§ **TASK DETAILS**:
Transcribe only the lines in the data below falling between the line with "index tip: (418, 256)" and the line with "pinky pip: (243, 545)", including those two lines, and leave out any picture.

§ **WORKING DATA**:
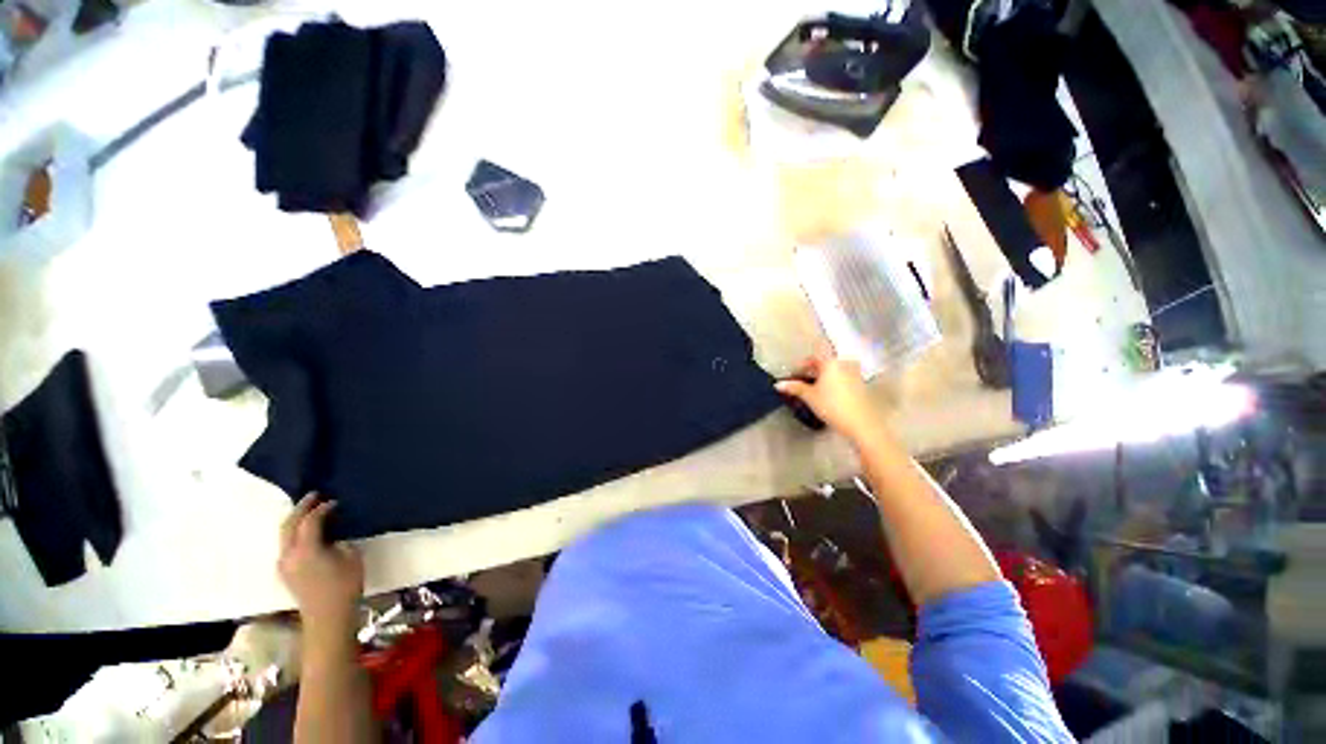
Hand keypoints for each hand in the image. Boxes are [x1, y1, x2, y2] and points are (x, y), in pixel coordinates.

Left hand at [278, 494, 363, 636]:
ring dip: (296, 521)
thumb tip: (333, 538)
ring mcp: (284, 565)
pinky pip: (287, 545)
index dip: (322, 509)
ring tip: (311, 512)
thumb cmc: (344, 587)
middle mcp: (288, 555)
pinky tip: (308, 533)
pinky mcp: (286, 573)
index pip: (310, 521)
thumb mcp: (351, 558)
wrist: (328, 618)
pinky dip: (295, 534)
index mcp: (305, 550)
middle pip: (289, 525)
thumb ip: (340, 543)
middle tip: (314, 496)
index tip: (335, 501)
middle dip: (300, 509)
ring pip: (285, 535)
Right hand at [775, 355, 886, 444]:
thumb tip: (778, 384)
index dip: (800, 366)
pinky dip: (833, 383)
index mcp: (831, 362)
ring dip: (822, 378)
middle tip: (801, 384)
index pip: (812, 358)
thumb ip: (794, 387)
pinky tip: (827, 395)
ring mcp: (855, 373)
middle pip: (823, 364)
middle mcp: (844, 363)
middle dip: (811, 372)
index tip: (793, 376)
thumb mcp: (809, 397)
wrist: (861, 423)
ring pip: (834, 372)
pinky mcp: (861, 384)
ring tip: (813, 391)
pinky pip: (842, 378)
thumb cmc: (832, 406)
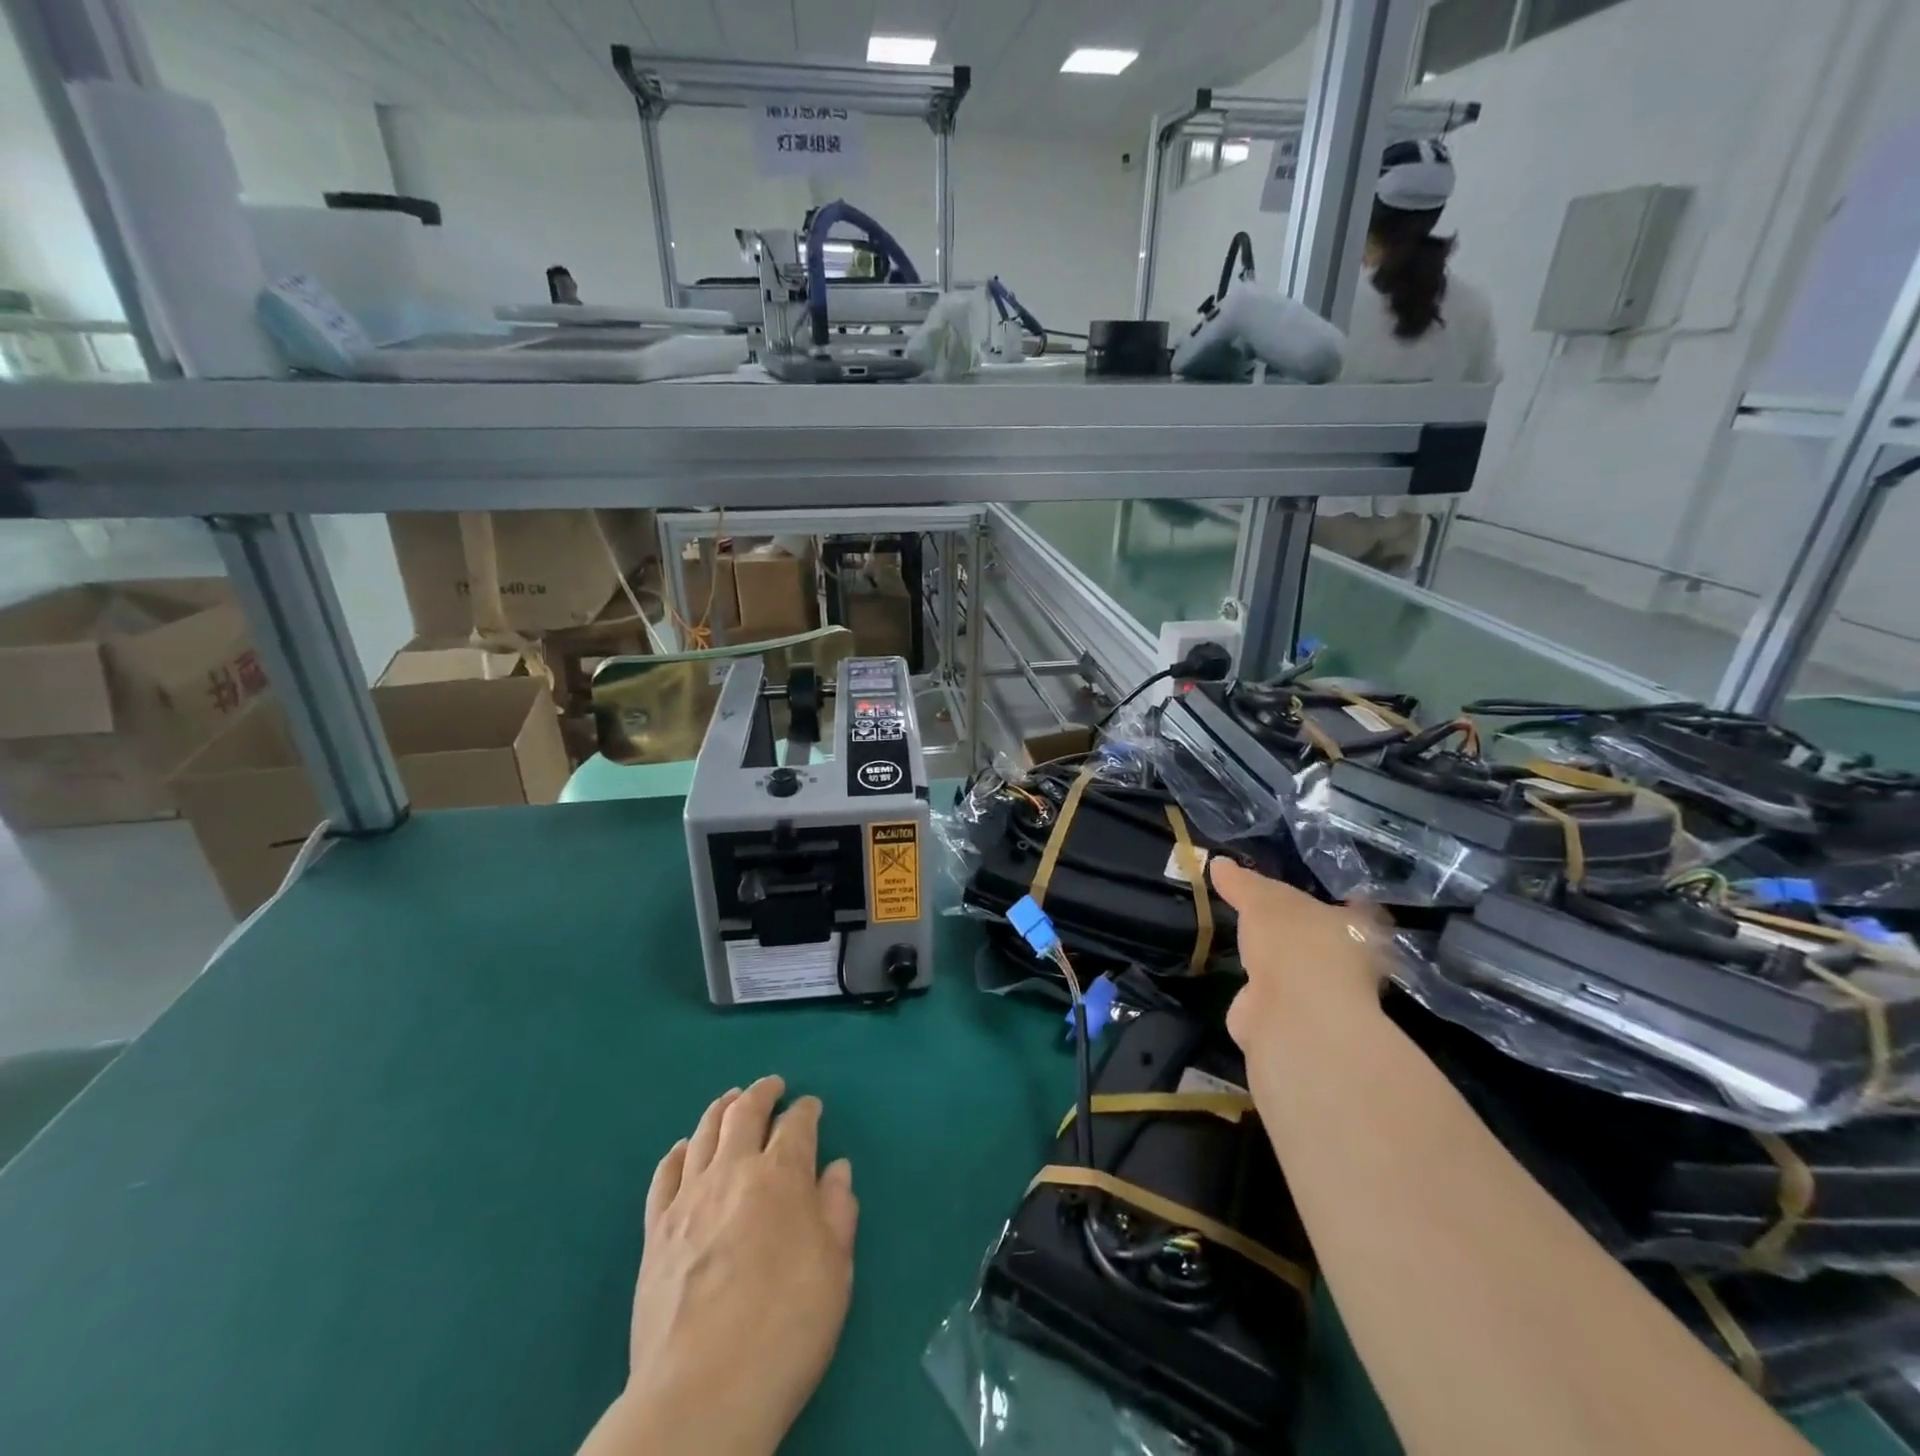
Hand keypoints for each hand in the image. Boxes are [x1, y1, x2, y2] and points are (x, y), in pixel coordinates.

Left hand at [586, 1077, 858, 1455]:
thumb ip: (838, 1212)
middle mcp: (733, 1172)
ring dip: (721, 1109)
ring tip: (730, 1100)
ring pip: (703, 1133)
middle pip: (745, 1112)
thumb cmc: (784, 1329)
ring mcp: (689, 1199)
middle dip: (762, 1093)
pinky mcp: (655, 1231)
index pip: (796, 1125)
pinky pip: (664, 1174)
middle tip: (772, 1086)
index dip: (806, 1110)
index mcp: (782, 1177)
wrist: (701, 1394)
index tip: (812, 1107)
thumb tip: (836, 1169)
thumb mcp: (835, 1271)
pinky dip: (677, 1152)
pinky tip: (682, 1149)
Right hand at [1209, 859, 1386, 1049]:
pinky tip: (1243, 977)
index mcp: (1358, 928)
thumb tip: (1218, 863)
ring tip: (1252, 942)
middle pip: (1327, 939)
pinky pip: (1276, 995)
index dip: (1338, 896)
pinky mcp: (1296, 1021)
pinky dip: (1260, 989)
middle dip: (1302, 930)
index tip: (1318, 887)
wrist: (1291, 1014)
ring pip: (1301, 969)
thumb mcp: (1263, 899)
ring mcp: (1325, 996)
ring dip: (1281, 961)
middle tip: (1272, 912)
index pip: (1354, 906)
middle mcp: (1351, 963)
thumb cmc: (1294, 943)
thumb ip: (1243, 883)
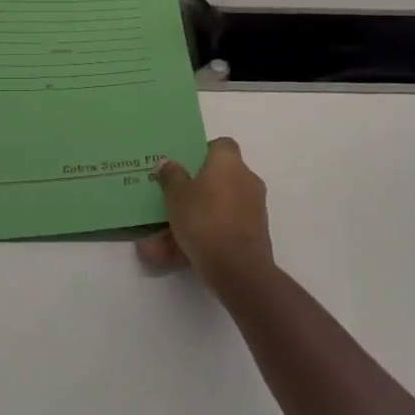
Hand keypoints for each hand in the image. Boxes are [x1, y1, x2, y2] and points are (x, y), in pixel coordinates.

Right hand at [136, 137, 274, 295]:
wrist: (238, 269)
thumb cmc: (204, 220)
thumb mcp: (176, 195)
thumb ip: (171, 176)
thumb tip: (167, 162)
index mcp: (229, 163)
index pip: (221, 145)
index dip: (202, 152)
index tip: (184, 167)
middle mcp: (246, 180)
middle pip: (218, 179)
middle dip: (194, 191)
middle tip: (170, 201)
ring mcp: (253, 209)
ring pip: (216, 209)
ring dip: (192, 220)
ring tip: (160, 241)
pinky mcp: (253, 235)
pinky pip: (222, 229)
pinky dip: (203, 238)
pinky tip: (177, 255)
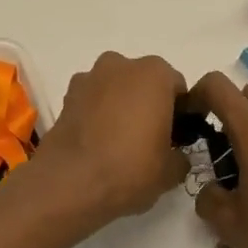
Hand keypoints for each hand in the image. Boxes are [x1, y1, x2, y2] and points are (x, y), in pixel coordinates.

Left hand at [33, 52, 189, 226]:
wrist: (70, 182)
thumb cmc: (130, 168)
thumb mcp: (171, 171)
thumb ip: (181, 156)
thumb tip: (176, 156)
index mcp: (154, 73)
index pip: (177, 88)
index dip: (180, 113)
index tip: (176, 138)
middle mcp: (121, 65)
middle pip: (143, 82)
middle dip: (148, 104)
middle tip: (149, 140)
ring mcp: (89, 77)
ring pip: (115, 88)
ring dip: (120, 106)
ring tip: (119, 142)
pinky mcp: (66, 96)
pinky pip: (92, 100)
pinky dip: (97, 114)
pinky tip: (97, 142)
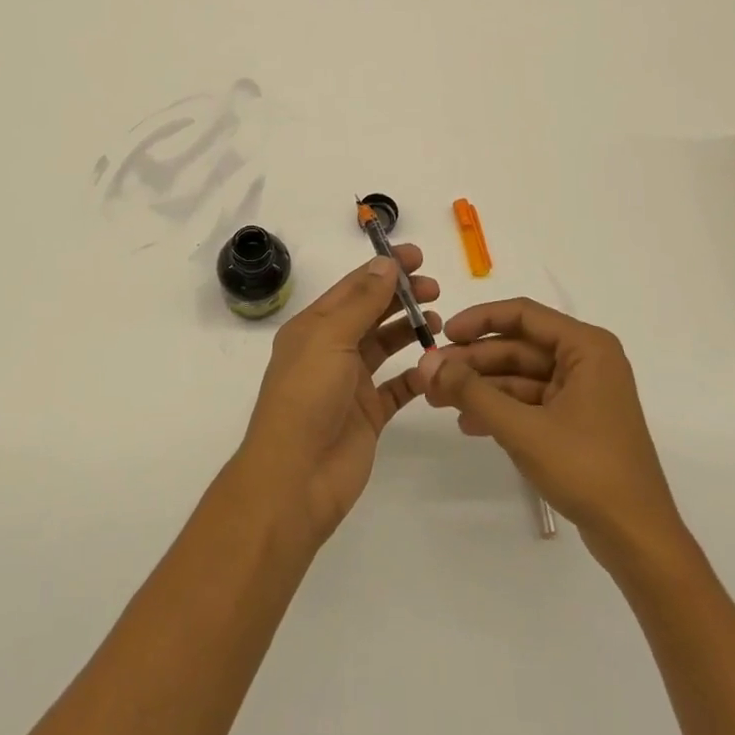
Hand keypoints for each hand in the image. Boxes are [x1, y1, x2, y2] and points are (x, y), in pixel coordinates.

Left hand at [236, 248, 439, 545]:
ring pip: (385, 346)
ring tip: (438, 320)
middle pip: (371, 313)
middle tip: (435, 288)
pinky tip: (436, 365)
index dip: (383, 269)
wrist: (296, 477)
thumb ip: (362, 302)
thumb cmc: (307, 397)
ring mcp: (350, 383)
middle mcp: (331, 350)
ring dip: (410, 330)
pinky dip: (417, 375)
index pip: (353, 287)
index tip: (418, 256)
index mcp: (314, 327)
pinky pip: (397, 387)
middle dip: (401, 296)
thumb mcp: (331, 339)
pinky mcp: (368, 414)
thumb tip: (386, 264)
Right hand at [416, 298, 686, 564]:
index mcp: (586, 347)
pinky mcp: (577, 421)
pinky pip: (531, 402)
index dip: (479, 320)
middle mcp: (587, 360)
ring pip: (521, 376)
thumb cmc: (586, 469)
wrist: (639, 539)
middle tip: (431, 375)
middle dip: (474, 362)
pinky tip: (468, 423)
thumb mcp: (522, 428)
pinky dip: (500, 409)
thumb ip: (472, 392)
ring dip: (482, 387)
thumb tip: (427, 363)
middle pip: (519, 347)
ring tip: (439, 401)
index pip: (523, 315)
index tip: (443, 336)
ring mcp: (583, 392)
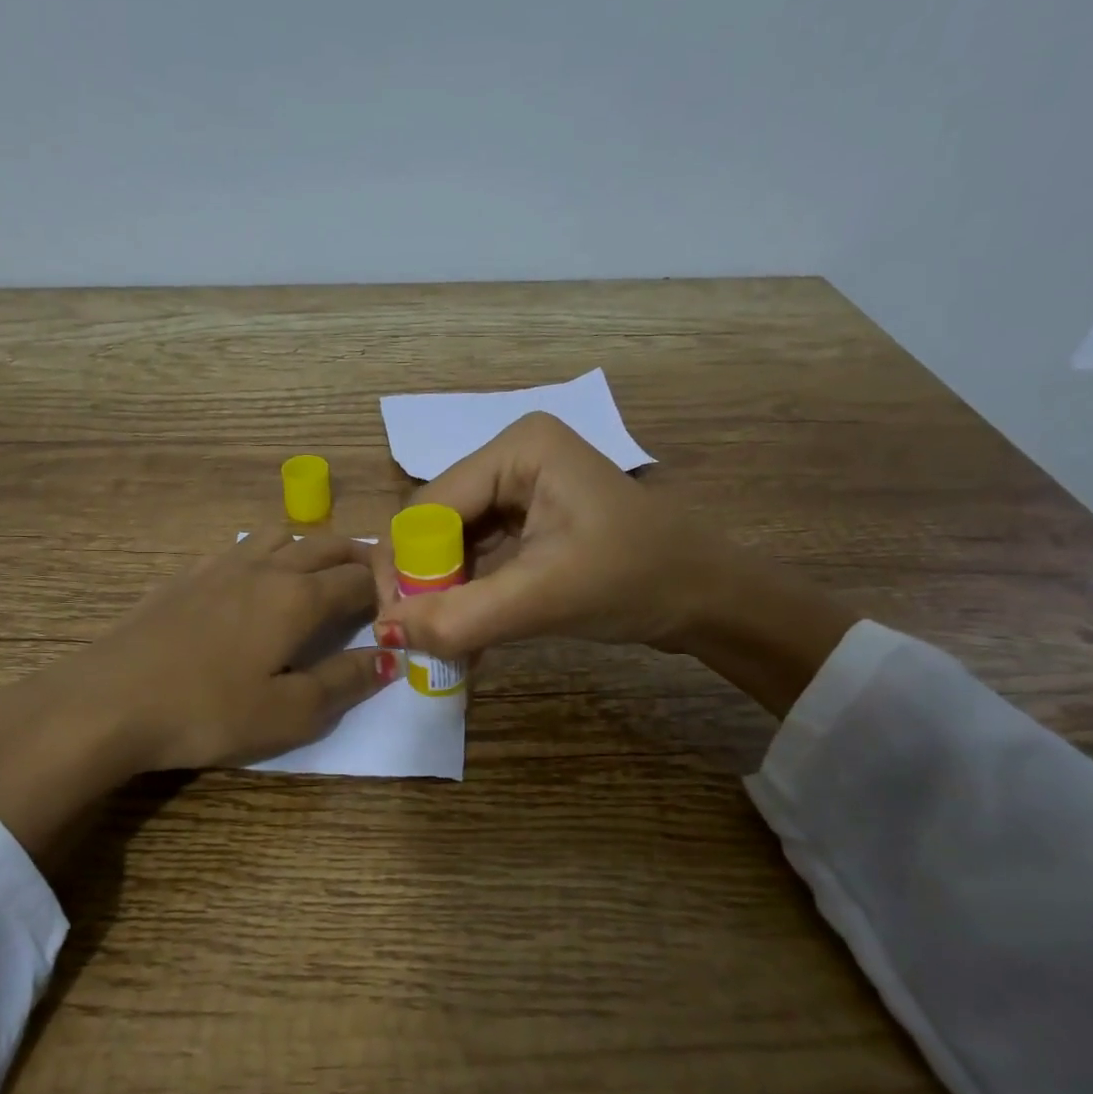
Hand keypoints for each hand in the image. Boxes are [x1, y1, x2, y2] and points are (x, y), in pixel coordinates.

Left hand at [0, 529, 396, 863]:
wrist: (110, 699)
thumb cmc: (208, 711)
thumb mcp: (289, 713)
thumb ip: (344, 682)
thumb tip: (389, 658)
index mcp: (299, 598)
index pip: (359, 579)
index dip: (388, 589)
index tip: (401, 606)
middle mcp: (267, 568)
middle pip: (327, 545)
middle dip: (359, 558)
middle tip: (374, 582)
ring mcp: (223, 564)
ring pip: (283, 534)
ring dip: (313, 547)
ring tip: (320, 574)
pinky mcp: (188, 574)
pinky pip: (243, 545)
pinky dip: (269, 551)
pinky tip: (257, 578)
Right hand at [370, 413, 857, 716]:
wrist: (706, 597)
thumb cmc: (635, 581)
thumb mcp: (543, 599)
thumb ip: (460, 618)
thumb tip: (386, 633)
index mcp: (516, 449)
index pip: (428, 508)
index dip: (406, 568)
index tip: (398, 627)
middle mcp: (510, 456)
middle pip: (435, 524)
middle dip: (425, 584)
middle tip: (419, 640)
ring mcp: (519, 487)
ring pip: (451, 544)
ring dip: (443, 595)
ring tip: (445, 645)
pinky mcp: (527, 517)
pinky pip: (476, 556)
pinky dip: (467, 595)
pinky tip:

§ **RESPONSE BELOW**:
index tip: (418, 256)
index mcp: (314, 327)
pinky pip: (397, 387)
middle dip: (401, 296)
thumb mcp: (331, 339)
pinky mcp: (368, 414)
thumb tip: (386, 264)
Right hand at [416, 298, 686, 564]:
index mcp: (586, 347)
pinky mcp: (577, 421)
pinky pip: (531, 402)
index dip: (479, 320)
middle mcp: (587, 360)
ring pip: (521, 376)
thumb cmc: (586, 469)
wrist: (639, 539)
middle tip: (431, 375)
middle dip: (474, 362)
pinky tip: (468, 423)
thumb mcp: (522, 428)
pinky dip: (500, 409)
thumb ip: (472, 392)
ring dip: (482, 387)
thumb tip: (427, 363)
middle pip: (519, 347)
ring tip: (439, 401)
index pip: (523, 315)
index tip: (443, 336)
ring mcp: (583, 392)
Hand keypoints for each hand in the image. Boxes are [x1, y1, x2, y2] and points are (x, y), in pixel coordinates.

Left hand at [0, 529, 396, 863]:
wrist: (110, 699)
thumb cmc: (208, 711)
thumb mcp: (289, 713)
thumb ip: (344, 682)
thumb tip: (389, 658)
index mcp: (299, 598)
index pip: (359, 579)
index dip: (388, 589)
index tip: (401, 606)
middle mcp: (267, 568)
middle pip: (327, 545)
middle dip: (359, 558)
middle tip: (374, 582)
ring mcp: (223, 564)
ring pip: (283, 534)
ring dip: (313, 547)
ring tip: (320, 574)
pinky mcp: (188, 574)
pinky pip: (243, 545)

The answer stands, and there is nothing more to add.